We need to make the distinction between the visual and the pictorial. Because, for example, we apprehend dance (and style, postural semantics, etc.) visually. So I’m really trying to think through what’s going on when black people dance. On a phenomenological level, what’s going on? There are at least two things that black Americans are acutely sensitive to. One is rhythm. Everybody’s familiar with the idea that black people have an acute sensitivity to rhythms. But there’s another thing that people have a much harder time grasping, or getting a handle on, which is that black folks have an acute sensitivity to what I term vectors, or spatial arrays.

One place you see this is in basketball. A player (both moving and in motion) from almost anywhere on the floor can launch the ball into a trajectory where it’ll arc, descend, and go through the hoop. You see the same thing in soccer—like with Pelé. And with the ginga (capoeira). There are things bound up in very complex ways with our experiences (the Middle Passage, slavery, Jim Crow) that have impacted how we operate in space, how we understand and how we interact with space. So there’s this acute sensitivity to space.

I started saying, “Oh, black people can predict the future”—and that sounds really crazy, but what I mean is that there’s an acute sensitivity to vectors and trajectories. If a person throws a ball, they have to calculate on the fly the speed and trajectory at which that object has to be launched so that it’s going to land in a predesignated point. And most of the time you’re not talking about a fixed target (this is not golf). You’re talking about a person, in motion, calculating what a ball is going to do while another person (or persons) is trying to stop them.

I think when black people dance, a lot of what’s happening is the playing with, the setting up of, series of vectors and then breaking them. Like a pun. The obvious example is Michael Jackson and the moonwalk. He looks like he’s going in one direction but he’s actually going in another direction. Something similar happens when you throw the ball at a target as your moving. If you can’t anticipate where it’s supposed to land, you can’t fully appreciate when it does something different from what’s expected (one could say, “when it behaves in a fugitive fashion”). You have to perceive these two different things (what it’s supposed to be doing and what it’s in fact doing) simultaneously. It’s really about flow—flow through figures.
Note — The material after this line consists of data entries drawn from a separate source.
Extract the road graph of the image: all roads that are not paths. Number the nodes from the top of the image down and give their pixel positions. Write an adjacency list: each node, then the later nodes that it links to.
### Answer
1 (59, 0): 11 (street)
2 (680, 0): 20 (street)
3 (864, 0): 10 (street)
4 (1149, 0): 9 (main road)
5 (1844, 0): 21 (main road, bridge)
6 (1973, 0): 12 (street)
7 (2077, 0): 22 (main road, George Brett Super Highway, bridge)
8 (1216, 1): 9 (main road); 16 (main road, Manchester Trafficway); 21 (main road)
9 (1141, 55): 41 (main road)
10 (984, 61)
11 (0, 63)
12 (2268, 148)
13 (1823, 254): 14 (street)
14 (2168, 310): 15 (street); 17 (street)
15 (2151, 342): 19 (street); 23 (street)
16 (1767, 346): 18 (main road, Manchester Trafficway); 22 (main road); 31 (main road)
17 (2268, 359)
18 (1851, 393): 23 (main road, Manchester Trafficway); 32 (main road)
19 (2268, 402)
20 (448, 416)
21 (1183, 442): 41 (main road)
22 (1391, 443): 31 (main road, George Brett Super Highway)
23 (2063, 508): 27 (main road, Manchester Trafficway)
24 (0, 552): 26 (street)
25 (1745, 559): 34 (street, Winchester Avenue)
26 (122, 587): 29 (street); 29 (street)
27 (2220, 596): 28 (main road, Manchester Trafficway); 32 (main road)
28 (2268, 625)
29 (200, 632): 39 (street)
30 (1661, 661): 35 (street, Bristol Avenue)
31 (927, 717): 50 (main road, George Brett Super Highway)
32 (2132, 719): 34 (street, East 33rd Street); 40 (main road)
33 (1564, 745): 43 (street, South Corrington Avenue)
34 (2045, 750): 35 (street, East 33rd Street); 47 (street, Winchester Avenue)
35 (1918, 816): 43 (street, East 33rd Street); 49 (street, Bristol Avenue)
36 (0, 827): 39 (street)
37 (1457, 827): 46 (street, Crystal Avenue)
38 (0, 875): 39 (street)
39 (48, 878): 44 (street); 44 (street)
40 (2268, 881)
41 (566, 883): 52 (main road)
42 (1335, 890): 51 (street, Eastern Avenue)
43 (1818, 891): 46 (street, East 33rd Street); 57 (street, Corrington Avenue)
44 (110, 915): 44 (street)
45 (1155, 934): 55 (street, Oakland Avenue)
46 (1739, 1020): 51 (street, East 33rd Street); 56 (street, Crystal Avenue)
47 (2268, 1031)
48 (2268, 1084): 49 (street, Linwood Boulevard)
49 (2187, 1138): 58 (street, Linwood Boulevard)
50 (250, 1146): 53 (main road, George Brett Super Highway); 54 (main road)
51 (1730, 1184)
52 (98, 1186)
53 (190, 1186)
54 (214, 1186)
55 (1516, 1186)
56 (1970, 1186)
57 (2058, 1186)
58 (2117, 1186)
I have been preoccupied these last three years with this whole question of flow through figures. And this dovetails with your distinction between motion and movement.

TC: Going back to Cornell—and forgetting whatever his judgment or assessment of black visual culture is, or its underdevelopment—and talking instead about it being the site of authorization: dance is visible in the church, as you say. Consider the importance the Pentecostal movement places on the visible black body possessed by Christ. The church actually becomes a site of navigating those vectors, visually enacting a specific trajectory of bodily motion.

AJ: You know we’re here in Harlem at Gavin Brown’s Enterprise. Gavin has said to me a couple times, “There’s so much energy here. How do we tap that energy?” And I said to Gavin, “Oh that’s an ongoing project because even for the Studio Museum (which has been here for thirty years) there’s the ongoing challenge of how to tap this energy. How do we get people in here?” So we got into this whole thing. We created these posters. And the posters we chose have these lynching images. And there was a lot of back and forth about the appropriateness of putting these things in the street. Well my thing was like, first of all, there’s something to be said for just making explicit what is oftentimes implicit—which is black people being killed as if we’re not human beings. How do we introduce something in the space that can cut through the noise? There’s a real problematic around the appropriateness of having an image of a man getting murdered. But this footage is all over the place. It’s everywhere. It’s not like we’re talking about digging stuff out of some archive that’s never been seen before.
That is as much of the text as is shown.